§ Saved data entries
+ + +

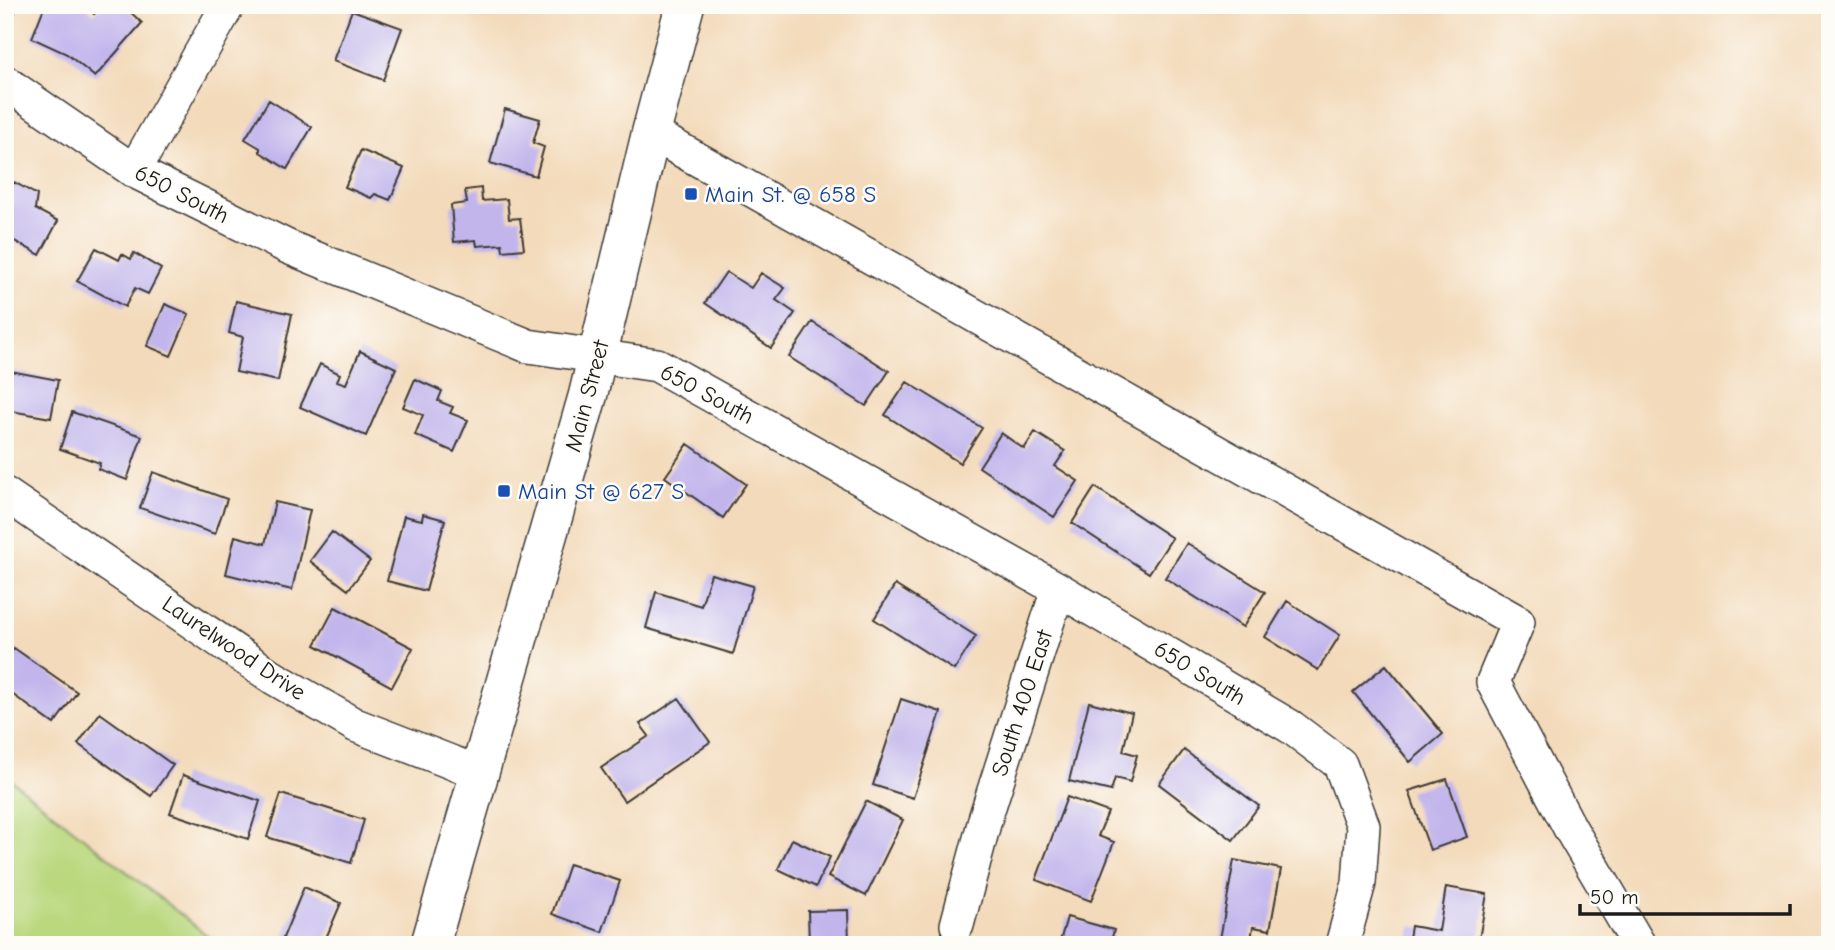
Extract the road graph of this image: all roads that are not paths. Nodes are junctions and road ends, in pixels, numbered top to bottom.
1 (228, 5) edge
2 (685, 5) edge
3 (5, 82) edge
4 (652, 133) junction
5 (134, 171) junction
6 (598, 356) junction
7 (5, 494) edge
8 (1058, 589) junction
9 (479, 773) junction
10 (957, 925) dead end
11 (430, 945) edge
12 (1342, 945) edge
13 (1639, 945) edge

1 - 5 street
2 - 4 main road, Main Street
3 - 5 street, 650 South
4 - 6 main road, Main Street
4 - 13 street
5 - 6 street, 650 South
6 - 8 street, 650 South
6 - 9 main road, Main Street
7 - 9 street, Laurelwood Drive
8 - 10 street, South 400 East
8 - 12 street, 650 South
9 - 11 main road, Main Street

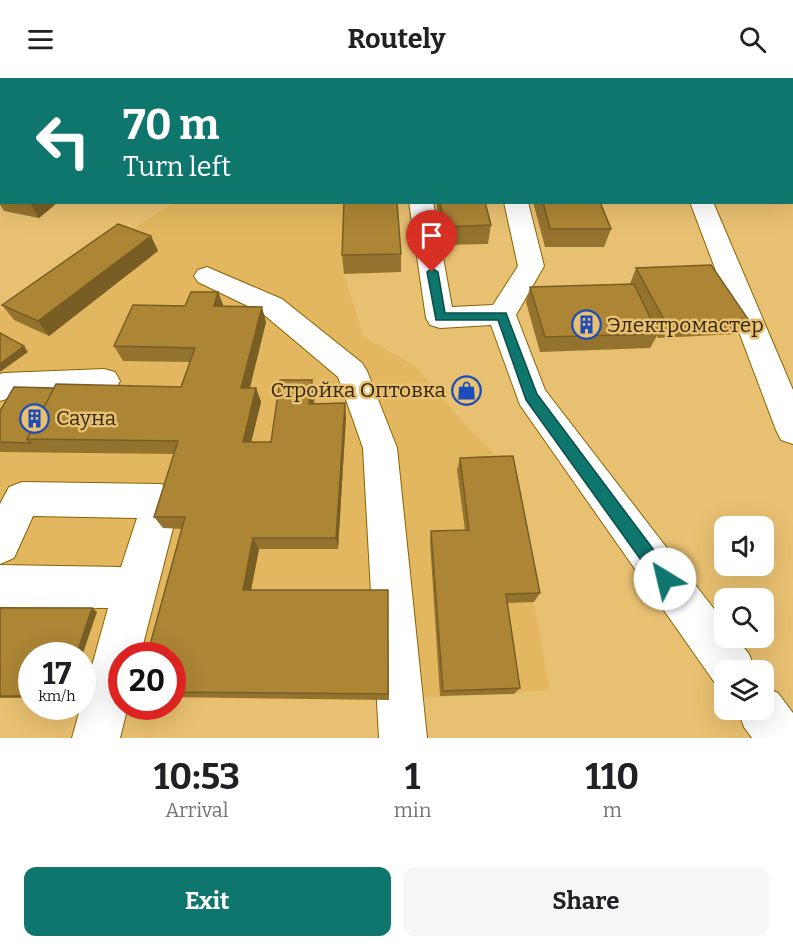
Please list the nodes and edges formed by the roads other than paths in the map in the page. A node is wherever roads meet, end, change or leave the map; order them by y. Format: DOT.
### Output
graph roads {
  1 [pos="421,204"];
  2 [pos="516,204"];
  3 [pos="702,204"];
  4 [pos="207,276"];
  5 [pos="502,315"];
  6 [pos="105,381"];
  7 [pos="0,389"];
  8 [pos="793,430"];
  9 [pos="0,545"];
  10 [pos="0,586"];
  11 [pos="135,588"];
  12 [pos="726,660"];
  13 [pos="768,720"];
  14 [pos="96,738"];
  15 [pos="403,738"];
  16 [pos="782,738"];
  1 -- 5 [label="street"];
  2 -- 5 [label="street"];
  3 -- 8 [label="street"];
  4 -- 15 [label="street"];
  5 -- 12 [label="street"];
  6 -- 7 [label="street"];
  9 -- 11 [label="street"];
  10 -- 11 [label="street"];
  11 -- 14 [label="street"];
  13 -- 16 [label="street"];
}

+ + +

§ TASK TO CARRY OUT
Images aside, return each entry above precisely as it stands.

§ TASK OUTPUT
Extract the road graph of this image: all roads that are not paths. Nodes are junctions and road ends, in pixels, numbered top to bottom.
1 (228, 5) edge
2 (685, 5) edge
3 (5, 82) edge
4 (652, 133) junction
5 (134, 171) junction
6 (598, 356) junction
7 (5, 494) edge
8 (1058, 589) junction
9 (479, 773) junction
10 (957, 925) dead end
11 (430, 945) edge
12 (1342, 945) edge
13 (1639, 945) edge

1 - 5 street
2 - 4 main road, Main Street
3 - 5 street, 650 South
4 - 6 main road, Main Street
4 - 13 street
5 - 6 street, 650 South
6 - 8 street, 650 South
6 - 9 main road, Main Street
7 - 9 street, Laurelwood Drive
8 - 10 street, South 400 East
8 - 12 street, 650 South
9 - 11 main road, Main Street

Please list the nodes and edges formed by the roads other than paths in the map in the page. A node is wherever roads meet, end, change or leave the map; order them by y. Format: DOT.
### Output
graph roads {
  1 [pos="421,204"];
  2 [pos="516,204"];
  3 [pos="702,204"];
  4 [pos="207,276"];
  5 [pos="502,315"];
  6 [pos="105,381"];
  7 [pos="0,389"];
  8 [pos="793,430"];
  9 [pos="0,545"];
  10 [pos="0,586"];
  11 [pos="135,588"];
  12 [pos="726,660"];
  13 [pos="768,720"];
  14 [pos="96,738"];
  15 [pos="403,738"];
  16 [pos="782,738"];
  1 -- 5 [label="street"];
  2 -- 5 [label="street"];
  3 -- 8 [label="street"];
  4 -- 15 [label="street"];
  5 -- 12 [label="street"];
  6 -- 7 [label="street"];
  9 -- 11 [label="street"];
  10 -- 11 [label="street"];
  11 -- 14 [label="street"];
  13 -- 16 [label="street"];
}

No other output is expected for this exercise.